Gek genoeg vonden Hugen en zijn collega’s weinig code-switching in middeleeuwse liederen. Tegelijkertijd zegt het niet zoveel, want er zijn gewoon heel veel middeleeuwse teksten verloren gegaan. Beter kunnen we dus kijken naar teksten waarin code-switching wél voorkomt, zoals in twee liedteksten in het Gruuthuusehandschrift, dat rond 1400 vervaardigd werd. “Ook daarin is het Frans, net als in de Reynaert, niet correct”, zegt Hugen. “Het is een soort gebrabbel: als je het leest kun je het niet thuisbrengen: bijvoorbeeld het woordje ‘madamours’, als je dat hardop uitspreekt klinkt het opeens als ‘mal d’amour’, liefdesverdriet. Als je het zo bekijkt, lijkt de tekst vooral te spotten met het idee dat de hoofdpersoon een liefdesavontuur beleeft en in het Frans aan het zingen is. Het incorrecte Frans is een voorbode dat het liefdesavontuur slecht afloopt.”

In hedendaagse hiphop vind je het tegenovergestelde, volgens De Roest. Daarin worden de talen waarnaar geswitcht wordt juist wél correct gebruikt: “Hiphopartiesten gebruiken de taal van de straat, de nadruk ligt op het lokale. Dus dat moet authentiek zijn. Wel wordt het Arabische alfabet vertaald naar het Latijnse alfabet: dus de Arabische è-klank spel je als een 3 in de artiestennaam 3Robi. Maar de functie van code-switching is ook om de dominantie van de standaardtaal te bevragen. Wat dus wel gebeurt, is dat juist het Nederlands vervormd wordt. Dat zie je heel duidelijk in het Smibanese, de jongerentaal van de Bijlmer.

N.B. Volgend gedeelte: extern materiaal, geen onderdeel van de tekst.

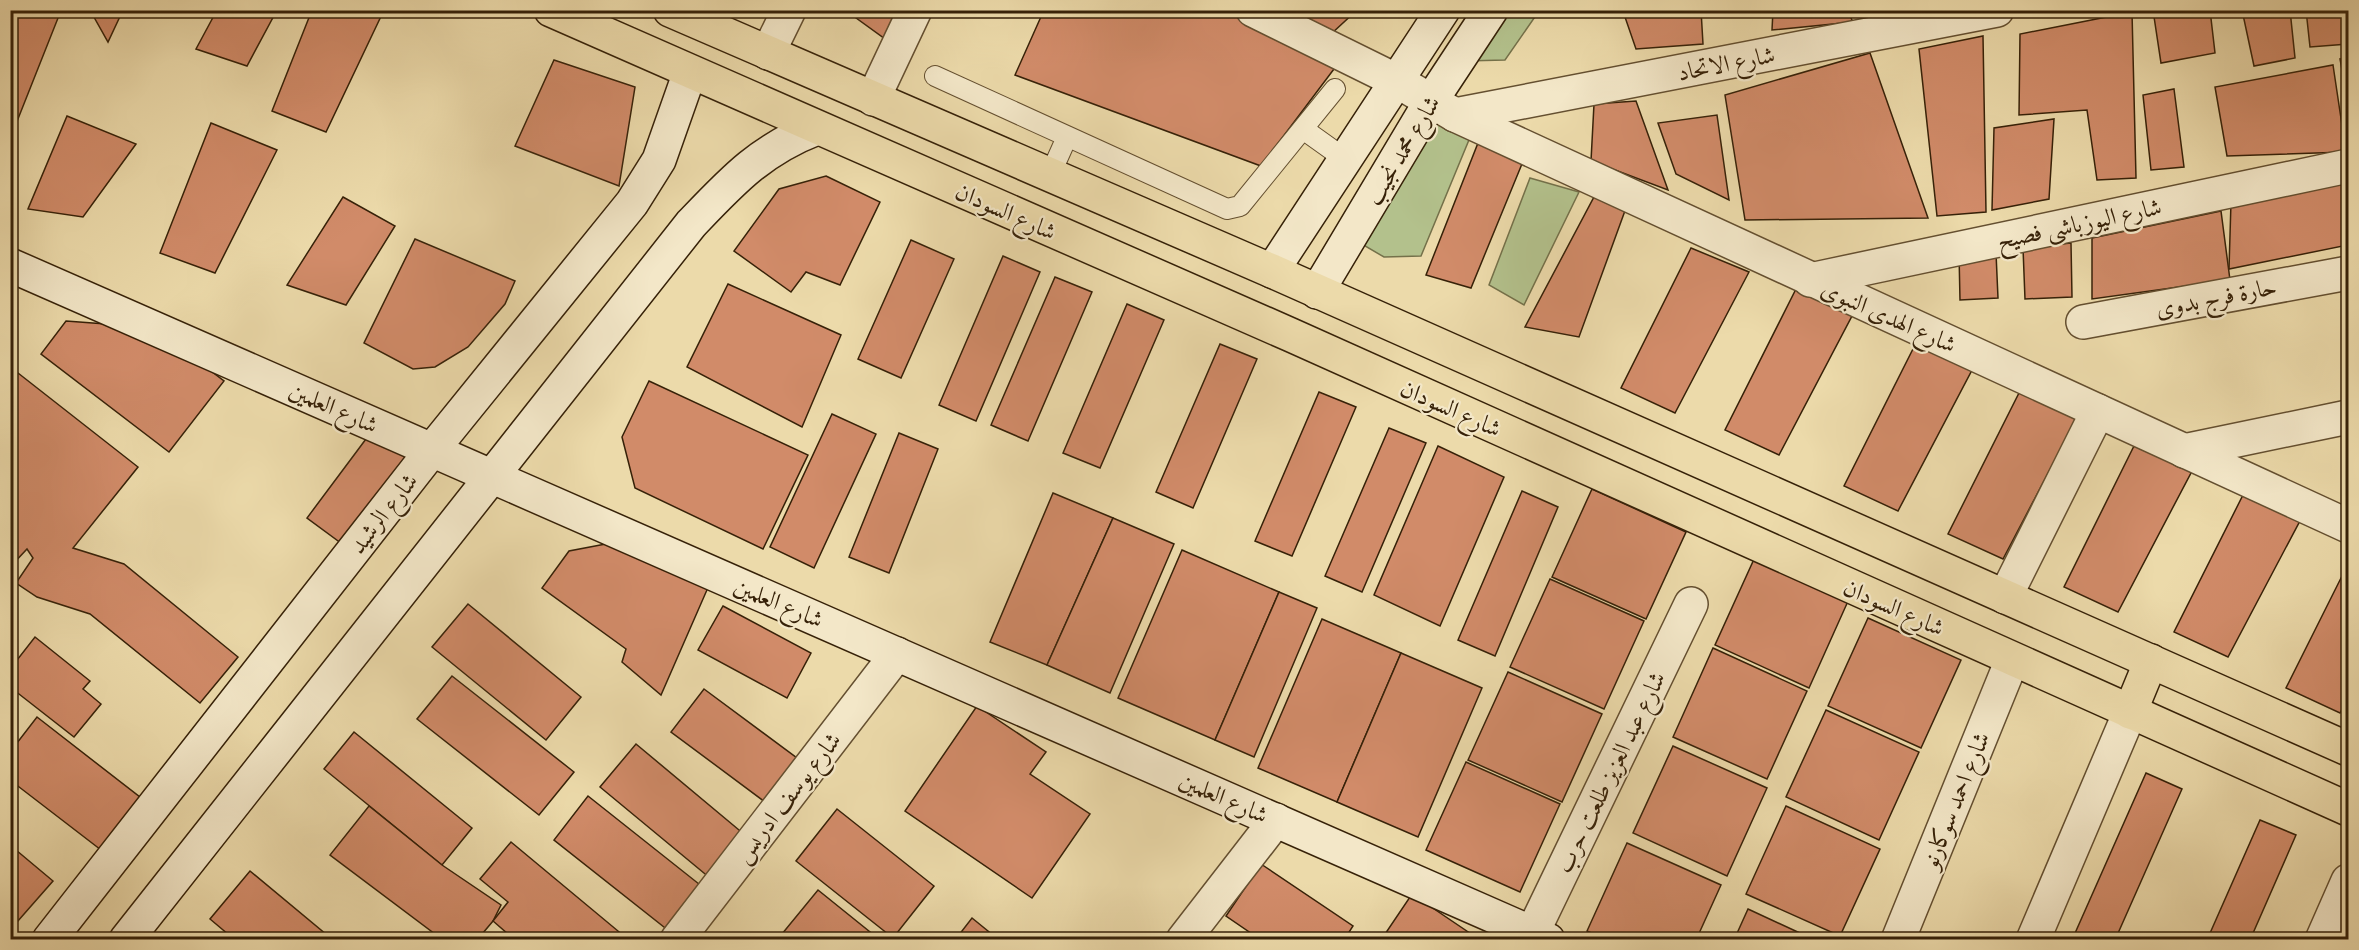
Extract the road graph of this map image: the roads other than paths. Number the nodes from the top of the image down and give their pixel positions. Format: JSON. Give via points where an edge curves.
{"nodes":[{"id":1,"x":551,"y":10,"type":"edge"},
{"id":2,"x":670,"y":10,"type":"edge"},
{"id":3,"x":789,"y":10,"type":"edge"},
{"id":4,"x":915,"y":10,"type":"edge"},
{"id":5,"x":1253,"y":10,"type":"edge"},
{"id":6,"x":1443,"y":10,"type":"edge"},
{"id":7,"x":1491,"y":10,"type":"edge"},
{"id":8,"x":1997,"y":10,"type":"edge"},
{"id":9,"x":768,"y":53,"type":"junction"},
{"id":10,"x":690,"y":72,"type":"junction"},
{"id":11,"x":935,"y":76,"type":"dead end"},
{"id":12,"x":1397,"y":81,"type":"junction"},
{"id":13,"x":1335,"y":88,"type":"dead end"},
{"id":14,"x":873,"y":99,"type":"junction"},
{"id":15,"x":1443,"y":108,"type":"junction"},
{"id":16,"x":817,"y":128,"type":"junction"},
{"id":17,"x":1303,"y":129,"type":"junction"},
{"id":18,"x":1067,"y":137,"type":"junction"},
{"id":19,"x":1346,"y":159,"type":"junction"},
{"id":20,"x":2349,"y":166,"type":"edge"},
{"id":21,"x":1050,"y":175,"type":"junction"},
{"id":22,"x":1272,"y":271,"type":"junction"},
{"id":23,"x":14,"y":273,"type":"edge"},
{"id":24,"x":2349,"y":273,"type":"edge"},
{"id":25,"x":1810,"y":280,"type":"junction"},
{"id":26,"x":1317,"y":292,"type":"junction"},
{"id":27,"x":2083,"y":322,"type":"dead end"},
{"id":28,"x":2098,"y":411,"type":"junction"},
{"id":29,"x":2349,"y":417,"type":"edge"},
{"id":30,"x":432,"y":450,"type":"junction"},
{"id":31,"x":2184,"y":451,"type":"junction"},
{"id":32,"x":491,"y":477,"type":"junction"},
{"id":33,"x":2349,"y":526,"type":"edge"},
{"id":34,"x":2005,"y":597,"type":"junction"},
{"id":35,"x":1691,"y":604,"type":"dead end"},
{"id":36,"x":897,"y":654,"type":"junction"},
{"id":37,"x":2012,"y":660,"type":"junction"},
{"id":38,"x":2151,"y":661,"type":"junction"},
{"id":39,"x":2130,"y":712,"type":"junction"},
{"id":40,"x":2349,"y":749,"type":"edge"},
{"id":41,"x":2349,"y":809,"type":"edge"},
{"id":42,"x":1276,"y":820,"type":"junction"},
{"id":43,"x":2349,"y":881,"type":"edge"},
{"id":44,"x":1537,"y":937,"type":"edge"},
{"id":45,"x":49,"y":939,"type":"edge"},
{"id":46,"x":126,"y":939,"type":"edge"},
{"id":47,"x":677,"y":939,"type":"edge"},
{"id":48,"x":1183,"y":939,"type":"edge"},
{"id":49,"x":1898,"y":939,"type":"edge"},
{"id":50,"x":2033,"y":939,"type":"edge"},
{"id":51,"x":2322,"y":939,"type":"edge"}],
"edges":[{"from":1,"to":10,"type":"main road","name":"شارع السودان"},
{"from":2,"to":9,"type":"main road","name":"شارع السودان"},
{"from":3,"to":9,"type":"street"},
{"from":4,"to":14,"type":"street"},
{"from":5,"to":12,"type":"street","name":"شارع الهدى النبوى"},
{"from":6,"to":12,"type":"street","name":"شارع محمد نجيب"},
{"from":7,"to":15,"type":"street","name":"شارع محمد نجيب"},
{"from":8,"to":15,"type":"street","name":"شارع الاتحاد"},
{"from":9,"to":14,"type":"main road","name":"شارع السودان"},
{"from":10,"to":16,"type":"main road","name":"شارع السودان"},
{"from":10,"to":30,"type":"street","name":"شارع الرشيد","via":[[659,160],[632,203]]},
{"from":11,"to":18,"type":"lane"},
{"from":12,"to":15,"type":"street","name":"شارع الهدى النبوى"},
{"from":12,"to":19,"type":"street","name":"شارع محمد نجيب"},
{"from":13,"to":17,"type":"lane"},
{"from":14,"to":21,"type":"main road","name":"شارع السودان"},
{"from":15,"to":25,"type":"street","name":"شارع الهدى النبوى"},
{"from":15,"to":26,"type":"street","name":"شارع محمد نجيب"},
{"from":16,"to":32,"type":"street","via":[[770,150],[728,185],[691,224]]},
{"from":16,"to":37,"type":"main road","name":"شارع السودان","via":[[1301,340]]},
{"from":17,"to":18,"type":"lane","via":[[1240,206],[1227,209]]},
{"from":17,"to":19,"type":"lane"},
{"from":18,"to":21,"type":"lane"},
{"from":19,"to":22,"type":"street","name":"شارع محمد نجيب"},
{"from":20,"to":25,"type":"street","name":"شارع اليوزباشى فصيح"},
{"from":21,"to":22,"type":"main road","name":"شارع السودان"},
{"from":22,"to":26,"type":"main road","name":"شارع السودان"},
{"from":23,"to":30,"type":"street","name":"شارع العلمين"},
{"from":24,"to":27,"type":"street","name":"حارة فرج بدوى"},
{"from":25,"to":28,"type":"street","name":"شارع الهدى النبوى"},
{"from":26,"to":34,"type":"main road","name":"شارع السودان"},
{"from":28,"to":31,"type":"street","name":"شارع الهدى النبوى"},
{"from":28,"to":34,"type":"street"},
{"from":29,"to":31,"type":"street"},
{"from":30,"to":32,"type":"street","name":"شارع العلمين"},
{"from":30,"to":45,"type":"street","name":"شارع الرشيد"},
{"from":31,"to":33,"type":"street","name":"شارع الهدى النبوى"},
{"from":32,"to":36,"type":"street","name":"شارع العلمين"},
{"from":32,"to":46,"type":"street"},
{"from":34,"to":38,"type":"main road","name":"شارع السودان"},
{"from":35,"to":44,"type":"street","name":"شارع عبد العزيز طلعت حرب"},
{"from":36,"to":42,"type":"street","name":"شارع العلمين"},
{"from":36,"to":47,"type":"street","name":"شارع يوسف ادريس"},
{"from":37,"to":39,"type":"main road","name":"شارع السودان"},
{"from":37,"to":49,"type":"street","name":"شارع احمد سوكارنو"},
{"from":38,"to":39,"type":"main road"},
{"from":38,"to":40,"type":"main road","name":"شارع السودان"},
{"from":39,"to":41,"type":"main road","name":"شارع السودان"},
{"from":39,"to":50,"type":"street"},
{"from":42,"to":44,"type":"street","name":"شارع العلمين"},
{"from":42,"to":48,"type":"street"},
{"from":43,"to":51,"type":"street"}]}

Daarin worden Nederlandse klinkers en medeklinkers omgedraaid: dan zeg je dus geen 'praten' maar 'tarpen', en 'deim' in plaats van 'meid'. Jongeren wisselen klinkers om de taal te coderen en zich op die manier eigen te maken.”

Taal van alledag

Het voorkomen van code-switching in middeleeuwse handschriften laat volgens Hugen zien dat meertaligheid ook zo lang geleden al heel normaal was. In de middeleeuwen zien we dat talen heel erg gebonden waren aan bepaalde domeinen: Latijn was de taal van de wetenschap, Frans de taal van het hof, enzovoorts. Dat die talen elkaar beïnvloeden is dan niet zo gek. Net zoals het moderne Engels dat overheersend is op bijvoorbeeld TikTok, doordringt in de spreektaal van jongeren. “Ik zie niet in waarom dat in de middeleeuwen anders zou zijn dan nu”, zegt Hugen. 

Wel vindt code-switching in middeleeuwse teksten vooral tussen zinnen plaats en niet binnen zinnen. “Dat spannende code-switchen dat je vandaag de dag ziet in zo’n Eurovisiesongfestivallied, waarbij je kan strooien met anderstalige woorden, dat zien we nog heel weinig in de schriftelijke middeleeuwen.”

Volgens De Roest komt dat omdat de talen die voorbijkomen in de hedendaagse hiphopcultuur veel meer een afspiegeling zijn van de taal van alledag. De talen zijn dus minder domeingebonden dan in de middeleeuwen. “Artiesten die in hun nummers code-switchen tussen bijvoorbeeld Nederlands en Sranan of Nederlands en Fries, doen dat ook in hun dagelijks leven.”